En quelques pages le décor est planté, les pièces bien mises en place sur l’échiquier, et quelques indices sont déjà disséminés un peu partout me renvoyant à la chasse palpitante que je menais à travers celles des Dix petits nègres. Un manoir sombre et gothique, une île surnommée l’île des pendus où une trentaine d’hommes ont disparu et des naufrageurs se sont retrouvés la corde au cou, où un plongeoir étonnant mène à une mort incertaine, et où une tempête se prépare. Cinq molosses patrouillent pour y rechercher des intrus. Il n’y a aucun moyen de s’échapper et dès le départ les dés sont truqués. Des caméras truffent les couloirs et les chambres, tous les mouvements sont épiés, et une Voix, invisible, accusatrice, semble approcher chacun des candidats en lice.
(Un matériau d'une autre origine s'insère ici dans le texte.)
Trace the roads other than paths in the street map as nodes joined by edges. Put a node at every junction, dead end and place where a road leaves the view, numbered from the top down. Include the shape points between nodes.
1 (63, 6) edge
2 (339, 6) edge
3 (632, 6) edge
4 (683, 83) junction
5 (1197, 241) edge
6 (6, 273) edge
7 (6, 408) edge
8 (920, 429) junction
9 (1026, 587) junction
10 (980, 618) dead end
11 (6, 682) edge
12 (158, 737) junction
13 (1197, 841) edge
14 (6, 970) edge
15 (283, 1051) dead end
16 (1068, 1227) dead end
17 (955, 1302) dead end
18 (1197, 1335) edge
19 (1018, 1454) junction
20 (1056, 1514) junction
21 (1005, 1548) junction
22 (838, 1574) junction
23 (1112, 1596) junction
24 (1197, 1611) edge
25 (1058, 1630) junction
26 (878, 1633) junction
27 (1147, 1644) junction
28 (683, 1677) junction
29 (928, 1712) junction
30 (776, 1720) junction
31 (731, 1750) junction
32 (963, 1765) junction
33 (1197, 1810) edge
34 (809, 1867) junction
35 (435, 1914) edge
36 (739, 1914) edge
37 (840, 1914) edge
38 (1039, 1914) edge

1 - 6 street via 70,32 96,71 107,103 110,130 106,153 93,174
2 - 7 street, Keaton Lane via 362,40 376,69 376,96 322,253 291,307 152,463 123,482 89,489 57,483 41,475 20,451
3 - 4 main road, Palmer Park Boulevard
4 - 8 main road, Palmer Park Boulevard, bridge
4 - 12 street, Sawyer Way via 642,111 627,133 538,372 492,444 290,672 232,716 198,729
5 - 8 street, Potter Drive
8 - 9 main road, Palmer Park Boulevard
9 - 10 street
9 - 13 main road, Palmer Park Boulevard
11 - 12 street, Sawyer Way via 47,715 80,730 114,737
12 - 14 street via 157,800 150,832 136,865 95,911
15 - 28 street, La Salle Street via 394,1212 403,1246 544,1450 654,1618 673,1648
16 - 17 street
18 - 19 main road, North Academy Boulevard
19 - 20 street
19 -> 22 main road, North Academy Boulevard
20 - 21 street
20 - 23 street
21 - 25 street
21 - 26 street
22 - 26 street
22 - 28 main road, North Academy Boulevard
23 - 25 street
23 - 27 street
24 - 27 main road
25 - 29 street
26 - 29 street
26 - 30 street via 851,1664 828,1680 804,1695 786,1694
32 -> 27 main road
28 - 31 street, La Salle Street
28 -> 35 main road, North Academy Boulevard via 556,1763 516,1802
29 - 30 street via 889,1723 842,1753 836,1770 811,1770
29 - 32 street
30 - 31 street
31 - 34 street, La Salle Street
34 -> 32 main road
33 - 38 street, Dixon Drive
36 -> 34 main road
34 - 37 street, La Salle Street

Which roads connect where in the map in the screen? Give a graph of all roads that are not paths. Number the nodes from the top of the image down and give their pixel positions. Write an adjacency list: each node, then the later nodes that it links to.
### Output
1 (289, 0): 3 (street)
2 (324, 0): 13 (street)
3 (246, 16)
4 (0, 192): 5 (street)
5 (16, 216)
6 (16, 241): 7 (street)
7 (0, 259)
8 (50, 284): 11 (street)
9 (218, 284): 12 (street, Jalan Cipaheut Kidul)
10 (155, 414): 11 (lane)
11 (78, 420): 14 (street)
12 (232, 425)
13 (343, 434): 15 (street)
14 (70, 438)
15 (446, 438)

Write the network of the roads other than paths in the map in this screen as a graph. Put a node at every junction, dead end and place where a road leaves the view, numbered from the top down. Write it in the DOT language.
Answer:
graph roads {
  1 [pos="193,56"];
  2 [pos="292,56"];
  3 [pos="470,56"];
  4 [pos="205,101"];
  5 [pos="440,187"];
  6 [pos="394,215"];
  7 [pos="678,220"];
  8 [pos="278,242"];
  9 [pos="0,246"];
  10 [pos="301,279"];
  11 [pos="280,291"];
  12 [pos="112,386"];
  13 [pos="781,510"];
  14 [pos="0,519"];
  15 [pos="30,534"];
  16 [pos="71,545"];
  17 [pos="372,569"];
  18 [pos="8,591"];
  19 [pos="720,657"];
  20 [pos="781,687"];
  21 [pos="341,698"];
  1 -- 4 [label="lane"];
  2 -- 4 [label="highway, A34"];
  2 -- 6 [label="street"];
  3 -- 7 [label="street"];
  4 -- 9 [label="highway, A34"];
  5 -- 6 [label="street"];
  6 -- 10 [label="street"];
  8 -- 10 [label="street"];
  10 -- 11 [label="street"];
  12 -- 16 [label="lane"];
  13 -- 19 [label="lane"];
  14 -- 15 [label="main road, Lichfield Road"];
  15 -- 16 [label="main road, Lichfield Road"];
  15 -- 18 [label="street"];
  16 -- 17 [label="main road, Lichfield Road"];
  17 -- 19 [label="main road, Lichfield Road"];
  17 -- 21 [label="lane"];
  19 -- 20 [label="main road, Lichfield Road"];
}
« Au loin, une masse sombre émergeait de la brume. Un amas de falaises abruptes sur lesquelles les vagues s’écrasaient dans des gerbes mousseuses »
Petit à petit leur nombre diminue, les morts atroces se succèdent, et l’agonie des personnages devient jubilatoire. On comprend, on assimile, on touche du doigt la vérité mais sans être réellement sûrs. Jusqu’à la fin on attendra que le fantôme, le dieu vengeur, la personne menant son jihad, se dévoile, révèle son jeu. Mais non. Marine Carteron joue le jeu d’Agatha jusqu’au bout et on apprend la vérité qu’à la toute fin.
Sous ses airs de livre morbide et sombre, Dix cache aussi de funestes vérités que de nombreuses séries et romans ont déjà mis en lumière : le viol, la sexualité, la jalousie, la rumeur, la beauté, l’envie, les secrets, la mort, le suicide… Sans en avoir l’air, Marine Carteron délivre un message puissant à travers cette vengeance expéditive. Car tous sont coupables, et tous vont payer, d’une manière ou d’une autre.
« Moi, lui, Elle. Nous sommes tous des monstres, même toi, Tyron…des monstres. Et nous allons mourir, pour expier. Tous mourir. Moi, lui, Elle. Même toi, Tyron. Mourir. Des monstres. »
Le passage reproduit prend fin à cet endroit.